Lights flashing onto the statues miming confused neuronal synapses. Man gets stimulated by deferred impulses in his surroundings, scientifically depressing his attention level. An artwork that will not let itself be studied, fails in its primary function to be observed: it is therefore dysfunctional. The mirrors set up signed by RANDOM INTERNATIONAL was included in the DYSFUNCTIONAL exhibition held in Venice from 8 May to 24 November 2019 at Ca D’Oro, Venice. ‘Dysfunctional’ as in not complying with a given task or purpose, but also eternal, as this article that still finds its relevance today more than ever.
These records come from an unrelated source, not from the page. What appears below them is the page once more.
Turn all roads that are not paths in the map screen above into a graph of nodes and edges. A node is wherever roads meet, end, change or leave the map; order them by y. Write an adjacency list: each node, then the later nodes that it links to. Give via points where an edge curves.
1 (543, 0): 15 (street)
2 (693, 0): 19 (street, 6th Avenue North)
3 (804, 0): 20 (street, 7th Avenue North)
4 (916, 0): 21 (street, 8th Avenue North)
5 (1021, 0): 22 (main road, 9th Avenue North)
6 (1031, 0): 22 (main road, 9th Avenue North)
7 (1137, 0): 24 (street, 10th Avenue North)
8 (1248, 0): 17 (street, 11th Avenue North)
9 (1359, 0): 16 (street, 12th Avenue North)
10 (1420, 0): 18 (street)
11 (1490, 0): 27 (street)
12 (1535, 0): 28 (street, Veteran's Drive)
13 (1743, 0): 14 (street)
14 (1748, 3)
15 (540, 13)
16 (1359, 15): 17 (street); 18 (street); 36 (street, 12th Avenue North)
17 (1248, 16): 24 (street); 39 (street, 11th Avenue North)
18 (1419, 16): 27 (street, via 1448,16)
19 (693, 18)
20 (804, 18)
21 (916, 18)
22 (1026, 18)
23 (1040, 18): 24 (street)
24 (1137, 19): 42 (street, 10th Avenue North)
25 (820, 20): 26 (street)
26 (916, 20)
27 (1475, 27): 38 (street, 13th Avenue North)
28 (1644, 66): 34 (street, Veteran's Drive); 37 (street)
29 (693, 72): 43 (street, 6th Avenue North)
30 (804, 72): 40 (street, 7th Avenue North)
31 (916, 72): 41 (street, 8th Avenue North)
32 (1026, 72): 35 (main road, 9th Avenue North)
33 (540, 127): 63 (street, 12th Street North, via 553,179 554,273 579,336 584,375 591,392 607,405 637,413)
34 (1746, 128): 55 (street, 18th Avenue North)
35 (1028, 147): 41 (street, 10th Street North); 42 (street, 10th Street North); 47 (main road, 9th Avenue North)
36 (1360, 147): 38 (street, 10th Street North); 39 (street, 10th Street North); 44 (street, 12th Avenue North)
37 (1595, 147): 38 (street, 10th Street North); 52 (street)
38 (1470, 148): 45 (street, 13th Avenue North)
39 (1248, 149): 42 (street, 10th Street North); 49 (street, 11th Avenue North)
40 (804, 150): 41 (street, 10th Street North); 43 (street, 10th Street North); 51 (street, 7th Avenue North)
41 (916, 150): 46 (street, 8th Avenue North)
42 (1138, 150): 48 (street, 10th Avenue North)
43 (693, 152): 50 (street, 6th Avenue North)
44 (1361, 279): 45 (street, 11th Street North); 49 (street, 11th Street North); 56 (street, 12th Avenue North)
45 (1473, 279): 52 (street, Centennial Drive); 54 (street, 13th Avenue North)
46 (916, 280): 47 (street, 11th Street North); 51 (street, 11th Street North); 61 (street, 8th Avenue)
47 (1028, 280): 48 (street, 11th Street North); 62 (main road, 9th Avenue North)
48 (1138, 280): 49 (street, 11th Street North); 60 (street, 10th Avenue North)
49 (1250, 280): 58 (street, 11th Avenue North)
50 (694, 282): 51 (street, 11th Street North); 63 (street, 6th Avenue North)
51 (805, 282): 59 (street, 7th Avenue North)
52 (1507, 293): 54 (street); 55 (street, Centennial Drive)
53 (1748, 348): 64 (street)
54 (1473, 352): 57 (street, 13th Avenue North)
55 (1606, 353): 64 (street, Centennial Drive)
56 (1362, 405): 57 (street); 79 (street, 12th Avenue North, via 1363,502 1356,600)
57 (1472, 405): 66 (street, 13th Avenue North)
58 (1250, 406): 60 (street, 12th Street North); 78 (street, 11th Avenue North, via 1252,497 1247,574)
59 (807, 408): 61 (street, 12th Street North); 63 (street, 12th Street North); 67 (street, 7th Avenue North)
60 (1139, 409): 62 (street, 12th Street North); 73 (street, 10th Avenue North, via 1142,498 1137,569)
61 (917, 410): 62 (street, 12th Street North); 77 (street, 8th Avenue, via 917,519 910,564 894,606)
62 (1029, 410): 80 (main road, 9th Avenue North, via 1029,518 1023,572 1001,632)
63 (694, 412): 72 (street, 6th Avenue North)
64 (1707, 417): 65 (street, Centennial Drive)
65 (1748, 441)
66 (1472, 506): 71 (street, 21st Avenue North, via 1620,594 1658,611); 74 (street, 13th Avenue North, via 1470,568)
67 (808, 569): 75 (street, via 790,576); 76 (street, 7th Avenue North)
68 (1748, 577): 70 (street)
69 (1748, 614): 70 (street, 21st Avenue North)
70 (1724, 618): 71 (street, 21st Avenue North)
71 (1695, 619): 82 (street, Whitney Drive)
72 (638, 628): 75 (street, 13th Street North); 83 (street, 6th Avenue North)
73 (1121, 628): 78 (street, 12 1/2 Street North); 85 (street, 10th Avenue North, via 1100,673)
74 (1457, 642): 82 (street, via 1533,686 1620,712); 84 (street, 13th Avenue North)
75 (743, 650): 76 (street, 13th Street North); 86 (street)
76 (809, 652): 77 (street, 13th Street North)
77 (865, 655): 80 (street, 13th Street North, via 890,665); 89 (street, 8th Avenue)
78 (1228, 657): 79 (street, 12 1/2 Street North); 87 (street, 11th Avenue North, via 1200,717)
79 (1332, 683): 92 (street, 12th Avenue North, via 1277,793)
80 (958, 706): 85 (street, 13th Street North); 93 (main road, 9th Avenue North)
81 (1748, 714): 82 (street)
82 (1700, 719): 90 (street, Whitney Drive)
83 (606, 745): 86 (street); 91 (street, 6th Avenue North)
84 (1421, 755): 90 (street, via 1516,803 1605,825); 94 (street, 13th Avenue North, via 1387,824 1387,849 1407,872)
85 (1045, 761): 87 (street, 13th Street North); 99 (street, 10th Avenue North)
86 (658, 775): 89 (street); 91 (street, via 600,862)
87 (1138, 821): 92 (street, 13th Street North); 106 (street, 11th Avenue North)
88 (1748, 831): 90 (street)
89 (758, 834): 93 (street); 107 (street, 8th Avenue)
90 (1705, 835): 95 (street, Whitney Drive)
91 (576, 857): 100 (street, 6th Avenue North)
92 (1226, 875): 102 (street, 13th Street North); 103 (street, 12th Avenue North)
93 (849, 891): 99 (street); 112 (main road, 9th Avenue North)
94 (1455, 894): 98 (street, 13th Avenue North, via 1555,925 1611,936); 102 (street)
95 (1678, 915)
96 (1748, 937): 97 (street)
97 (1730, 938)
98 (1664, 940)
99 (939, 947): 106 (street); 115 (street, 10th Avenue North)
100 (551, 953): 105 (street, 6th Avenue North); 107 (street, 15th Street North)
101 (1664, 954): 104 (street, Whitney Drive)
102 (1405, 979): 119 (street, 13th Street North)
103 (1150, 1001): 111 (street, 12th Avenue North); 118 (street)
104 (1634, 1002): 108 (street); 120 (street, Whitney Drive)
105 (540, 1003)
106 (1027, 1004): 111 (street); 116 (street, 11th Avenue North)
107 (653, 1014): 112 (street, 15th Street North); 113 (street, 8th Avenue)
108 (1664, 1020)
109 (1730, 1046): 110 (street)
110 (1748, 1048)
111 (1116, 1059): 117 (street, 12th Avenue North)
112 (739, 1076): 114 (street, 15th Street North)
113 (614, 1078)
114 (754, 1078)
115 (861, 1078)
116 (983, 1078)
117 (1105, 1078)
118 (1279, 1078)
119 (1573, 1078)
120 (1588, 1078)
About DYSFUNCTIONAL: a concept by Carpenters Workshop Gallery

The difference between art and design used to be industrialization, today is functionality. If a design piece is a unique piece, it is functional art and not design. More simply described, it is a piece of furniture custom-made by a craftsman. On the other side—if a design piece is no longer functional, it can only be considered art. This criterion triggers work by Carpenters Workshop Gallery—research, edit, production, network, sales.

The DYSFUNCTIONAL concept by Carpenters Workshop Gallery appeared as an error in a studied process. On the first floor of Ca’ d’Oro, an initial definition where in dozens of mirrors standing upright on the floor move to reflect the works displayed in the room. Mirrors (Vincenzo de Cotiis, Ode) interfered with observation and visitors were at a loss as to where to look. At times they moved in synchrony and at others collectively, sometimes generating noise while at other times silent in rapid succession and in different modes for every corner of the piece.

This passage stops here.